We have a brand new Mac Pro (12 core with 64GB of RAM) running OS X Lion Server in a corporate environment. The server is running only file sharing and software update servers, and we have around 40 users who need to be connected over AFP at all times. This company runs 24/7 and we have an XSan environment using an ATTO Celerity 8GB 4 channel fiber card (84EN) along with a 6 port 10GB Ethernet card. The Ethernet card is configured in a link aggregation bond using ports 1-4. The idea is that clients who do not have fiber cards installed on their machines can still connect to the SAN via Ethernet and this file server. They AFP connect to the share, and of course the share is the SAN. It's a single mount point and everyone has read/write access.

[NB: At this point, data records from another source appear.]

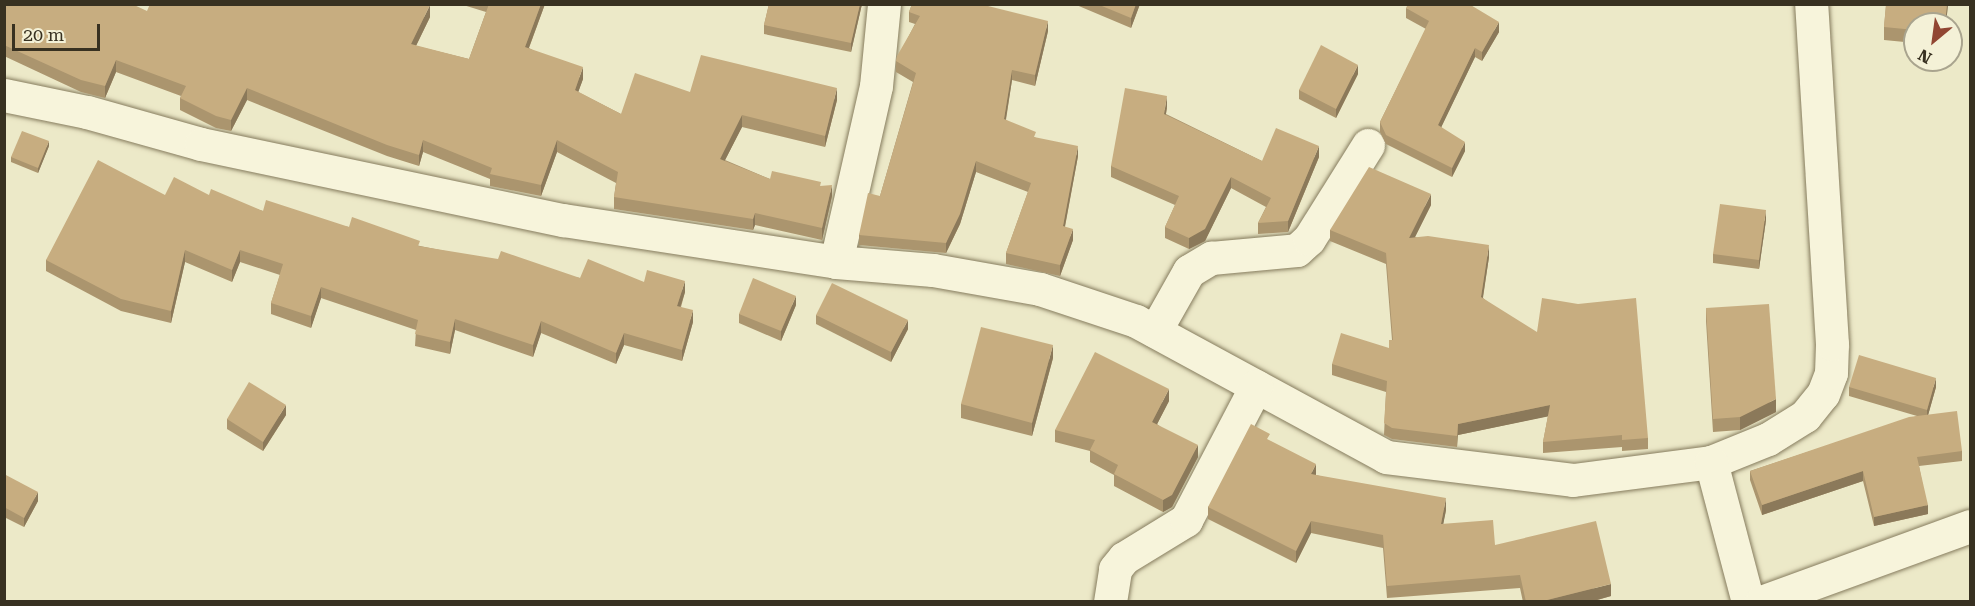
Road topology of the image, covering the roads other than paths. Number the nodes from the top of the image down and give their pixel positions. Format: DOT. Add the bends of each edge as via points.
graph roads {
  1 [pos="884,4"];
  2 [pos="1811,4"];
  3 [pos="4,95"];
  4 [pos="1368,145"];
  5 [pos="836,262"];
  6 [pos="1155,331"];
  7 [pos="1256,386"];
  8 [pos="1711,462"];
  9 [pos="1971,526"];
  10 [pos="1110,602"];
  11 [pos="1748,602"];
  12 [pos="1761,602"];
  1 -- 5 [label="street" via="876,86"];
  2 -- 8 [label="street" via="1829,276 1831,373 1823,394 1805,416 1768,439"];
  3 -- 5 [label="street" via="87,112 201,144 404,188 654,236"];
  4 -- 6 [label="street" via="1309,239 1297,250 1211,258 1189,271"];
  5 -- 6 [label="street" via="933,270 1040,289 1088,302"];
  6 -- 7 [label="street"];
  7 -- 8 [label="street" via="1386,457 1573,480"];
  7 -- 10 [label="street" via="1186,520 1124,558 1115,568"];
  8 -- 11 [label="street"];
  9 -- 12 [label="street"];
}
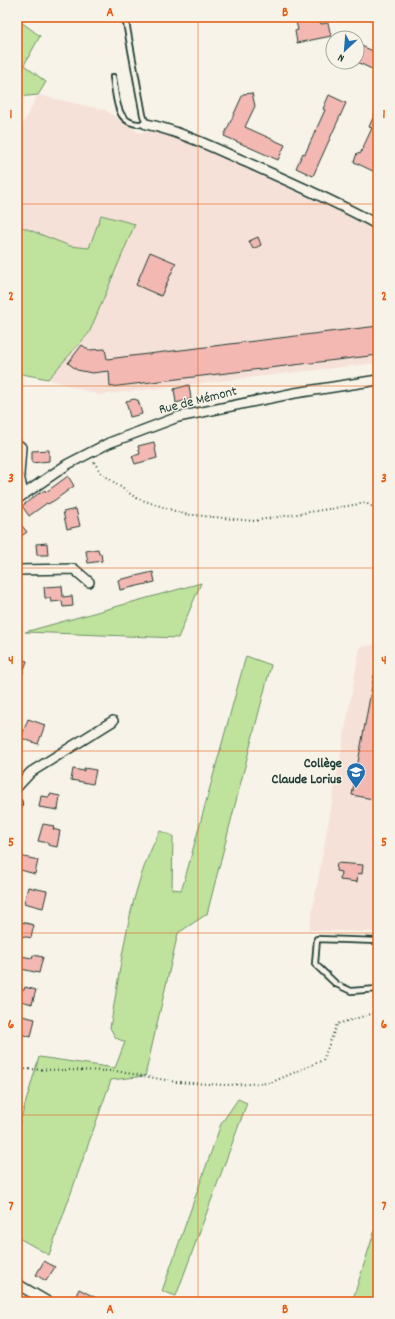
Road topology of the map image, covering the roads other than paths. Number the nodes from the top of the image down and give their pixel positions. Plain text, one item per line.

The issue is that this machine keeps crashing (multiple times per day) and I cannot find any reason why. Syslog shows nothing of value and I've called into Apple Enterprise Support who also brought nothing to the table.
We initially had SMB and AFP file sharing activated but as soon as a Windows 7 client connected the machine was brought down. So, I disabled SMB via terminal (sudo serveradmin stop smb) and deactivated it via the Server app for the share point). That at least allows the machine to be up for 4-6 hours before crashing again.
This is seemingly the simplest of setups for file sharing and I would've thought that this beast of a machine would be able to handle being a file server without issue for far more than 40 clients. I'm seeing high CPU usage, which Apple support told me was perfectly normal (around 60% on the kernel_task process and around 55% on the AppleFileServer process). It also seems to consume all 64GB of memory, though it shows 60GB as inactive, but at the same time it's paging in and out.
Virtually all of the clients are running Lion (10.7.4), the server itself is running 10.7.4. There are a few ethernet connected clients running 10.6 along with two running 10.5. As I mentioned I disabled SMB so there are no Windows computers connecting to this machine at this time (though it would be nice to get that functionality back if AFP can be stabilized).
None of this makes any sense to me and I'm hoping someone can shed some light on this issue. This company simply cannot be down, especially not multiple times per day. The only way to bring things back and running from a crash is to hard boot the machine via the power button as you cannot perform a restart or a shutdown. Once the machine comes back up everything is back to working order for a few more hours until it happens again.